Me desabrocha el sujetador y lo tira a un lado. Mis pechos quedan al aire y él se los queda mirando un momento antes de agachar la cabeza y meterse un pezón en la boca. Chupa despacio, lo lame, lo mordisquea apenas, y yo arqueo la espalda y le agarro la nuca para que no pare. Pasa al otro y hace lo mismo, más fuerte, y siento un tirón directo entre las piernas, como si mis pezones estuvieran conectados por un cable al coño. Cuando por fin me baja la braga, la última prenda que me queda, la desliza por mis piernas con cuidado y la deja tirada en el suelo. Estoy desnuda por primera vez delante de un hombre. Y en lugar de vergüenza, siento un calor que me sube desde el vientre.

Me recuesta sobre las almohadas. Recorre mi cuerpo con la punta de los dedos, sin tocar todavía donde más lo deseo, dibujando el contorno de mis costillas, el hueco de mi cadera, la cara interna de mis muslos. Cada roce es una promesa que tarda en cumplirse, y yo arqueo la espalda buscando más antes de tiempo. Abro las piernas sin darme cuenta, ofreciéndome, y él sonríe contra mi cuello.

—Tranquila —dice contra mi cuello—. Ya llegamos.

Cuando por fin desliza la mano entre mis piernas, suelto un sonido que no sabía que podía hacer. Estoy mojada, palpitante, lista de un modo que solo había sentido a solas, en la oscuridad de mi cuarto, imaginando esta misma escena. Sus dedos resbalan entre mis labios, arriba y abajo, recogiendo mi humedad, y cuando encuentra el clítoris se me escapa un gemido agudo que me sorprende a mí misma. Empieza a dibujar círculos, primero lentos, tanteando, luego más precisos. Uno de sus dedos baja y se hunde en mí, despacio, hasta el nudillo, y yo cierro los ojos con fuerza porque nunca había sentido a nadie dentro. Lo mueve, lo saca, lo mete otra vez, y al rato añade un segundo dedo que me estira un poco y me arranca un jadeo.

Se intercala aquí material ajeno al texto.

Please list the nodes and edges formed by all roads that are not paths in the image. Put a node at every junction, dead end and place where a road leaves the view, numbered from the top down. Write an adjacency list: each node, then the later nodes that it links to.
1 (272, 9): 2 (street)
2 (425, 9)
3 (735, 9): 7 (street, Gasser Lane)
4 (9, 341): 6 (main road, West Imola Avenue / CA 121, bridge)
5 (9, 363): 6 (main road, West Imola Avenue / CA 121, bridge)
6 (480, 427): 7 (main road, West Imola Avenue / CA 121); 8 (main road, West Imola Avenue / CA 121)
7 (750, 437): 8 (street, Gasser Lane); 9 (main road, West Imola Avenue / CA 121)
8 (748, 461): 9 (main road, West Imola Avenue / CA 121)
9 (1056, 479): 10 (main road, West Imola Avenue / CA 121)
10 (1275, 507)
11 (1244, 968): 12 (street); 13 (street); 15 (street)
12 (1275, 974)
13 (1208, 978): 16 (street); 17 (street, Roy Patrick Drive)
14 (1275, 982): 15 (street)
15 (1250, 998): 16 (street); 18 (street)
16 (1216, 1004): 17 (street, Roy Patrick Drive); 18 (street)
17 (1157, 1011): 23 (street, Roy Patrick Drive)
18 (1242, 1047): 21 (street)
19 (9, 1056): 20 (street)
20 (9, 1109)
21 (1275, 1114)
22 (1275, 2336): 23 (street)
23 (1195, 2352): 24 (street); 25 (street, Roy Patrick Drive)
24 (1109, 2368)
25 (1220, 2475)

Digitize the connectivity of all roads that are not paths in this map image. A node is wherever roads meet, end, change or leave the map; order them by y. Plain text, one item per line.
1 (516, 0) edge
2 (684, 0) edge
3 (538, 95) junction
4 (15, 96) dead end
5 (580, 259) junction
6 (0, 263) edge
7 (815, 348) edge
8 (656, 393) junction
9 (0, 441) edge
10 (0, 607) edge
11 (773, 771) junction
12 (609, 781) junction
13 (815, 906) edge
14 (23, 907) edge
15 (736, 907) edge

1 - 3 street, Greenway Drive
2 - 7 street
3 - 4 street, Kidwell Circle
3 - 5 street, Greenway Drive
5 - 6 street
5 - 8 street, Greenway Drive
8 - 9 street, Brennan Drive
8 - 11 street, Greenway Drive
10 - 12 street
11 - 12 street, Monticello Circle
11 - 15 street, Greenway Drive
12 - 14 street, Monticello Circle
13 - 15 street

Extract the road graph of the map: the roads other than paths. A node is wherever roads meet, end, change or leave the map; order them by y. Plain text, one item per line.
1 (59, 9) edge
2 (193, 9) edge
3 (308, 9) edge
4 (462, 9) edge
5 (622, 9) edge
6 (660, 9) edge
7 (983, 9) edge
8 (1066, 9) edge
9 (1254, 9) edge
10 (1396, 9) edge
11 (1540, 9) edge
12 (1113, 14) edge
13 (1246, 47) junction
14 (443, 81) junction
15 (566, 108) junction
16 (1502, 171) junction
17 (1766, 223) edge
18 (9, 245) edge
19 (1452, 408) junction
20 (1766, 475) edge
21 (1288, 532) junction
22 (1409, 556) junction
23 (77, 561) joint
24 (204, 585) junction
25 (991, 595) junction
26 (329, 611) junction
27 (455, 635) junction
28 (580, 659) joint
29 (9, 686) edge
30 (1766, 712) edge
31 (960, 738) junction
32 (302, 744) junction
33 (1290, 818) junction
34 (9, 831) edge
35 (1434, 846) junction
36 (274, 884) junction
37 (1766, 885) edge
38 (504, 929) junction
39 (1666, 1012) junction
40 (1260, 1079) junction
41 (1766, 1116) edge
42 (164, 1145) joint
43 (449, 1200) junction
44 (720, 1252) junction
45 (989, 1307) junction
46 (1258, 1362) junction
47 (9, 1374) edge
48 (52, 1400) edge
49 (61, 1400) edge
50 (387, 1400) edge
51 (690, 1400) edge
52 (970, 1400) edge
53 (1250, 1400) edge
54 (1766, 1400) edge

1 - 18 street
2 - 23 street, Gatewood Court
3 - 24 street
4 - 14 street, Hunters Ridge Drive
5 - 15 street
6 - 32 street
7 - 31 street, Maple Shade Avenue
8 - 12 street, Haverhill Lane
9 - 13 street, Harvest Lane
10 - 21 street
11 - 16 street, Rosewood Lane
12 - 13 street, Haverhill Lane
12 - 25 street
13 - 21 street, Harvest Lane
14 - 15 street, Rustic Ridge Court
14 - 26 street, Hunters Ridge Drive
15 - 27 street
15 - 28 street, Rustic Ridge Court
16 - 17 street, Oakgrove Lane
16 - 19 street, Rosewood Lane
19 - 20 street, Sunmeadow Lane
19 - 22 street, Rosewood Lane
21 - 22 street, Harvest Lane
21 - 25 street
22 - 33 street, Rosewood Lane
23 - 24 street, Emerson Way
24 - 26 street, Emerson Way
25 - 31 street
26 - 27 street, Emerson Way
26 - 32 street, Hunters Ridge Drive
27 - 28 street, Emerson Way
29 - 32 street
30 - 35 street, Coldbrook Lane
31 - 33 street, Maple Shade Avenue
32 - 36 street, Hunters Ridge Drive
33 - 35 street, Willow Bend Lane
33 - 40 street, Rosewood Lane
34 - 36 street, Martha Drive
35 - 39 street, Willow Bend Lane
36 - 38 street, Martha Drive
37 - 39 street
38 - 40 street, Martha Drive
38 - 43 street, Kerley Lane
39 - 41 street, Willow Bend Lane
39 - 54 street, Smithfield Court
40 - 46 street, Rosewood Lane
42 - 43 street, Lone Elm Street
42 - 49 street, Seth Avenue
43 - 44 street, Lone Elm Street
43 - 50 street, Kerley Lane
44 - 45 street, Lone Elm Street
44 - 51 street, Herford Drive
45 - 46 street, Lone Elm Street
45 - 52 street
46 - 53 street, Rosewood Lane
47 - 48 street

—Estás empapada —dice contra mi oreja—. Dios, cómo te mojas.

—No pares —consigo decir—. Por favor.

Él se mueve despacio, atento a cada reacción mía, ajustando el ritmo según mi respiración. Sus dedos me follan con un vaivén sostenido mientras el pulgar sigue apretando el clítoris. Cierro los ojos y me dejo ir un poco, solo un poco, porque no quiero acabar antes de empezar. Los músculos de mi coño se cierran alrededor de sus dedos, palpitando, y él lo nota y sonríe contra mi hombro.

***

Baja besándome el vientre. Sé lo que viene y el corazón se me dispara. Cuando su boca llega entre mis piernas, me aferro a las sábanas con las dos manos y muerdo mi propio labio para no gritar. Me abre con los dedos, expone el clítoris y lo lame de abajo hacia arriba, una vez, dos veces, con la lengua plana y caliente, y yo levanto las caderas de la cama sin querer. Es paciente. Encuentra el ritmo que me hace temblar y se queda ahí, insistiendo, chupándome el clítoris como si fuera un caramelo, metiéndome la lengua dentro, alternando. Al rato vuelve a meter dos dedos y sigue chupando arriba, y la combinación me nubla la vista. Hasta que siento que algo se acumula en mi vientre como una ola que no rompe.

—Espera —jadeo—. Espera, quiero… quiero que sea contigo.

Sube de nuevo hasta mi boca. Me besa y puedo sentirme a mí misma en sus labios, en su lengua, salada y espesa, lo cual debería darme pena y en cambio me enciende más. Se quita el bóxer de un tirón y su polla queda libre entre nosotros, dura, gruesa, con la punta brillando de líquido preseminal. Lo miro y trago saliva. Es más grande de lo que había imaginado en mis noches a solas. Estiro la mano y la agarro, casi por instinto. Es caliente, palpitante, la piel suave estirada sobre algo durísimo. La aprieto despacio y él suelta un gemido gutural.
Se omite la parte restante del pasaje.